• _Data provided_:
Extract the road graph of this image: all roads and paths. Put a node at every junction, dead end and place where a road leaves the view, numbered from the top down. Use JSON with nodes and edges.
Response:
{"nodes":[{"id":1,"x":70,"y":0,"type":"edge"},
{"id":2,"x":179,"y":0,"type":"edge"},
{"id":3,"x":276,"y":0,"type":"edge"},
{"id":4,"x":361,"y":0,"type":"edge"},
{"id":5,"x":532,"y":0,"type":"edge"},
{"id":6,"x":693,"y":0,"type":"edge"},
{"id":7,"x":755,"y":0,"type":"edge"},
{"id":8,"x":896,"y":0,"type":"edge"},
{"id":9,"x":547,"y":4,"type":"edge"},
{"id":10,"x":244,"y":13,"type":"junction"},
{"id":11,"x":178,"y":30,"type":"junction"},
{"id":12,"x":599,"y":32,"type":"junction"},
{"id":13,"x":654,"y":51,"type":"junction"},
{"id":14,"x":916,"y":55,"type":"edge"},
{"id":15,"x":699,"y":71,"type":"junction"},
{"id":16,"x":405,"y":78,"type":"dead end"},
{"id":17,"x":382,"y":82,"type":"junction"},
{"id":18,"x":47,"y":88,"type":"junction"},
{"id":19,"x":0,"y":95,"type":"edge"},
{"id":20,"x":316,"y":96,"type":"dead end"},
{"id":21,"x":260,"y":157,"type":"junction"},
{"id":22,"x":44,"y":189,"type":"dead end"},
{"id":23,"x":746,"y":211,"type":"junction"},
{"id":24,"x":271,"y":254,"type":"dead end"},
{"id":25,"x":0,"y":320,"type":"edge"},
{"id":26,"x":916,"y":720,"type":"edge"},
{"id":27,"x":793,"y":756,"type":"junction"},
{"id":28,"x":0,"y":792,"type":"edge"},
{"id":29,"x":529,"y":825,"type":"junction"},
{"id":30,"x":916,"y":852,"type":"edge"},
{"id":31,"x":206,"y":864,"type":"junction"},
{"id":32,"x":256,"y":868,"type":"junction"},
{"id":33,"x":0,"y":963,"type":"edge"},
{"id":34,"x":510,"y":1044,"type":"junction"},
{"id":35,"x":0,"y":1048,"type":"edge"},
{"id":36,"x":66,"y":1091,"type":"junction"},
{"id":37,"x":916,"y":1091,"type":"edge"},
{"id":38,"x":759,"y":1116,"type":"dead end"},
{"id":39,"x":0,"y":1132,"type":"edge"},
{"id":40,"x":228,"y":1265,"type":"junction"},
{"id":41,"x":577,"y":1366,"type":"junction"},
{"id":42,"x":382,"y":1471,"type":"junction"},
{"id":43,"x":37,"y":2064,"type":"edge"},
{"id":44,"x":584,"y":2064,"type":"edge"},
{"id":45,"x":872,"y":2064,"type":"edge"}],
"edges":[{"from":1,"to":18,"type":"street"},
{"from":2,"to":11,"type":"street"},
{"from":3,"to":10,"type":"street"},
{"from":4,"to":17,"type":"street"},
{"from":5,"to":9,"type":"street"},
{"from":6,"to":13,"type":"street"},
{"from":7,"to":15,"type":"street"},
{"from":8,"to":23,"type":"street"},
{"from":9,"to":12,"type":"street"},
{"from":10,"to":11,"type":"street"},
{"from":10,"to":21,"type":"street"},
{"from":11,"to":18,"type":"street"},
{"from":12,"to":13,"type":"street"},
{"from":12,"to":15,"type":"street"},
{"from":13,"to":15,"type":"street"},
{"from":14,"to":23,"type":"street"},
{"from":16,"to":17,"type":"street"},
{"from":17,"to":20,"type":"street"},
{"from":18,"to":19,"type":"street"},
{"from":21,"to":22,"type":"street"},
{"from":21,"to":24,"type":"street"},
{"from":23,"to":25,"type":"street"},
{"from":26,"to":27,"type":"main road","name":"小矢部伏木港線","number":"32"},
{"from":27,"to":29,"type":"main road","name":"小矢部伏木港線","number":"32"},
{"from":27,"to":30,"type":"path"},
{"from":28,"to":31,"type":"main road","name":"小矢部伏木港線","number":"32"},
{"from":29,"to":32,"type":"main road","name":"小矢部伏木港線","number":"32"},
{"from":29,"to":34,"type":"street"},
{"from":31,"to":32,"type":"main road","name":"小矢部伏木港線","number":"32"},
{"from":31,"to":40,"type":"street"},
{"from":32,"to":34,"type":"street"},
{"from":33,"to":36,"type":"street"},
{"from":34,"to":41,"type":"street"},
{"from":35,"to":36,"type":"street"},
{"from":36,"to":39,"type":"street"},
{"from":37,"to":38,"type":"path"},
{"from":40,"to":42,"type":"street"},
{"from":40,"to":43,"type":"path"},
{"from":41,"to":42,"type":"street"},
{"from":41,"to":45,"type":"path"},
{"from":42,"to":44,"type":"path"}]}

• _Task_: Copy every line of the data where "main" is found.

• _Exercise answer_:
{"from":26,"to":27,"type":"main road","name":"小矢部伏木港線","number":"32"},
{"from":27,"to":29,"type":"main road","name":"小矢部伏木港線","number":"32"},
{"from":28,"to":31,"type":"main road","name":"小矢部伏木港線","number":"32"},
{"from":29,"to":32,"type":"main road","name":"小矢部伏木港線","number":"32"},
{"from":31,"to":32,"type":"main road","name":"小矢部伏木港線","number":"32"},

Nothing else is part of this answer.